Adaptation by intelligent adversaries to defensive measures: framing adaptation options and demonstrating assessment of attacker preferences using proxy intelligence data

Abstract

Addressing adaptation by intelligent adversaries and its implications for risk modeling and security planning requires understanding the ways attackers can respond to new defensive measures. Adversaries can make various types of tactical or target substitutions, seek to hide from defenses, avoid them without changing targets or locations, attack them directly, simply absorb and tolerate their effects, or make other organizational changes to compensate for them. Each of these options has distinct risk effects created directly or due to opportunity costs. Operationalizing this type of analysis requires linking the theoretical options adversaries have to what is known about their behavior. We illustrate that process by using a set of data sources to demonstrate how attacker preferences can be assessed.

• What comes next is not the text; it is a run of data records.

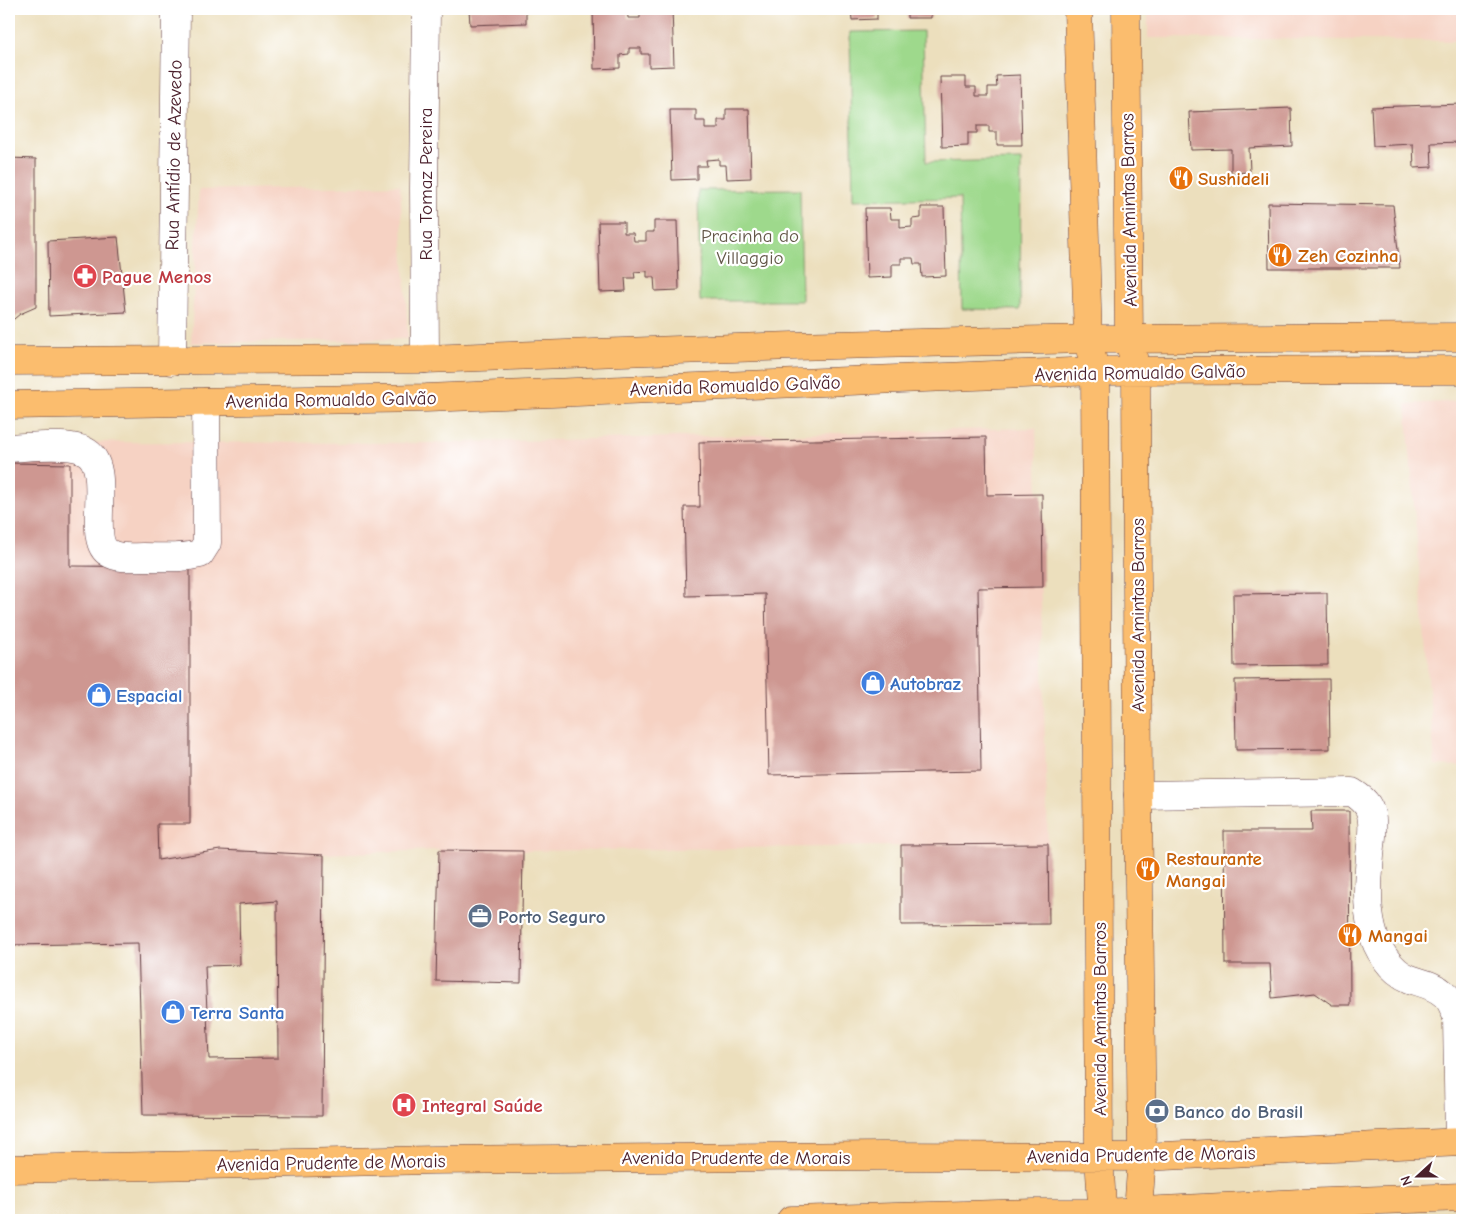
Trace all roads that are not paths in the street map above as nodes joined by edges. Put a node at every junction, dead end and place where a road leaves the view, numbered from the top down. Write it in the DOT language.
graph roads {
  1 [pos="176,9"];
  2 [pos="426,9"];
  3 [pos="1078,9"];
  4 [pos="1126,9"];
  5 [pos="1129,338"];
  6 [pos="1462,338"];
  7 [pos="1088,339"];
  8 [pos="425,360"];
  9 [pos="9,361"];
  10 [pos="172,361"];
  11 [pos="1136,370"];
  12 [pos="1462,370"];
  13 [pos="1095,371"];
  14 [pos="206,402"];
  15 [pos="9,405"];
  16 [pos="9,448"];
  17 [pos="1138,795"];
  18 [pos="1461,1142"];
  19 [pos="1099,1157"];
  20 [pos="1142,1157"];
  21 [pos="9,1169"];
  22 [pos="1462,1197"];
  23 [pos="1136,1216"];
  24 [pos="1103,1217"];
  25 [pos="791,1220"];
  1 -- 10 [label="street, Rua Antídio de Azevedo"];
  2 -- 8 [label="street, Rua Tomaz Pereira"];
  3 -- 7 [label="main road, Avenida Amintas Barros"];
  4 -- 5 [label="main road, Avenida Amintas Barros"];
  5 -- 6 [label="main road, Avenida Romualdo Galvão"];
  5 -- 7 [label="main road, Avenida Romualdo Galvão"];
  5 -- 11 [label="main road, Avenida Amintas Barros"];
  7 -- 8 [label="main road, Avenida Romualdo Galvão"];
  7 -- 13 [label="main road, Avenida Amintas Barros"];
  8 -- 10 [label="main road, Avenida Romualdo Galvão"];
  9 -- 10 [label="main road, Avenida Romualdo Galvão"];
  11 -- 12 [label="main road, Avenida Romualdo Galvão"];
  11 -- 13 [label="main road, Avenida Romualdo Galvão"];
  11 -- 17 [label="main road, Avenida Amintas Barros"];
  13 -- 14 [label="main road, Avenida Romualdo Galvão"];
  13 -- 19 [label="main road, Avenida Amintas Barros"];
  14 -- 15 [label="main road, Avenida Romualdo Galvão"];
  14 -- 16 [label="street"];
  17 -- 18 [label="street"];
  17 -- 20 [label="main road, Avenida Amintas Barros"];
  18 -- 20 [label="main road, Avenida Prudente de Morais"];
  19 -- 20 [label="main road, Avenida Prudente de Morais"];
  19 -- 21 [label="main road, Avenida Prudente de Morais"];
  19 -- 24 [label="main road, Avenida Amintas Barros"];
  20 -- 23 [label="main road, Avenida Amintas Barros"];
  22 -- 23 [label="main road"];
  23 -- 24 [label="main road"];
  24 -- 25 [label="main road"];
}
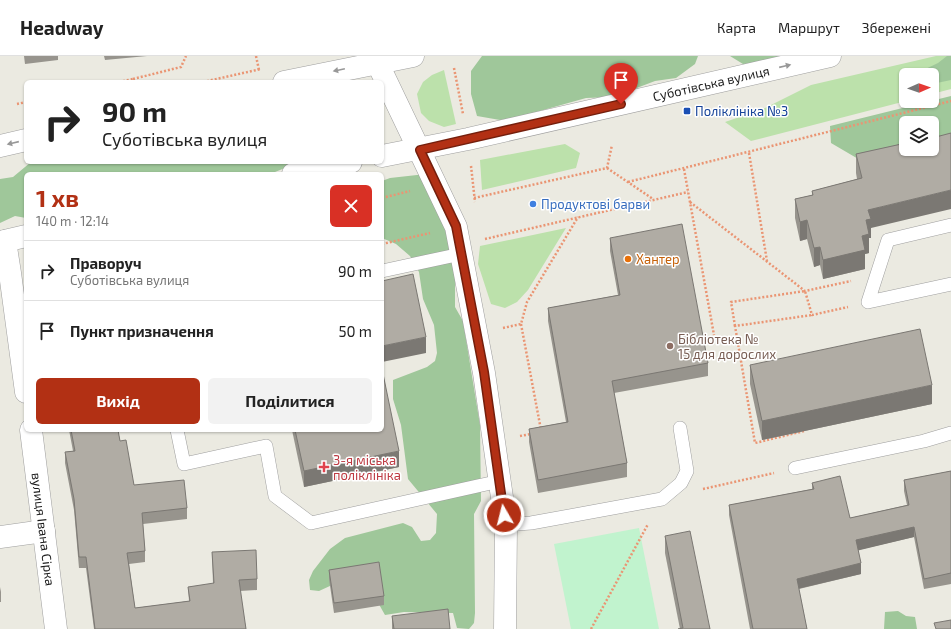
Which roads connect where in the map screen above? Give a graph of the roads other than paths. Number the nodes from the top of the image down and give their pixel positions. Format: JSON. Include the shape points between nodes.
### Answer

We use open-source historical data on past responses by al-Qa’ida and associated groups as a way to characterize the groups’ “expressed adaptation preferences.” As a prospective data set, we use a convenience sample of material from jihadist internet posting boards and a small selection of publicly released seized documents using quantitative coding for attacker preferences or decision drivers. The results of both sets of analyses demonstrate complementary ways for exploring preferences that have advantages for taking adversary adaptation into account in risk analysis and security planning.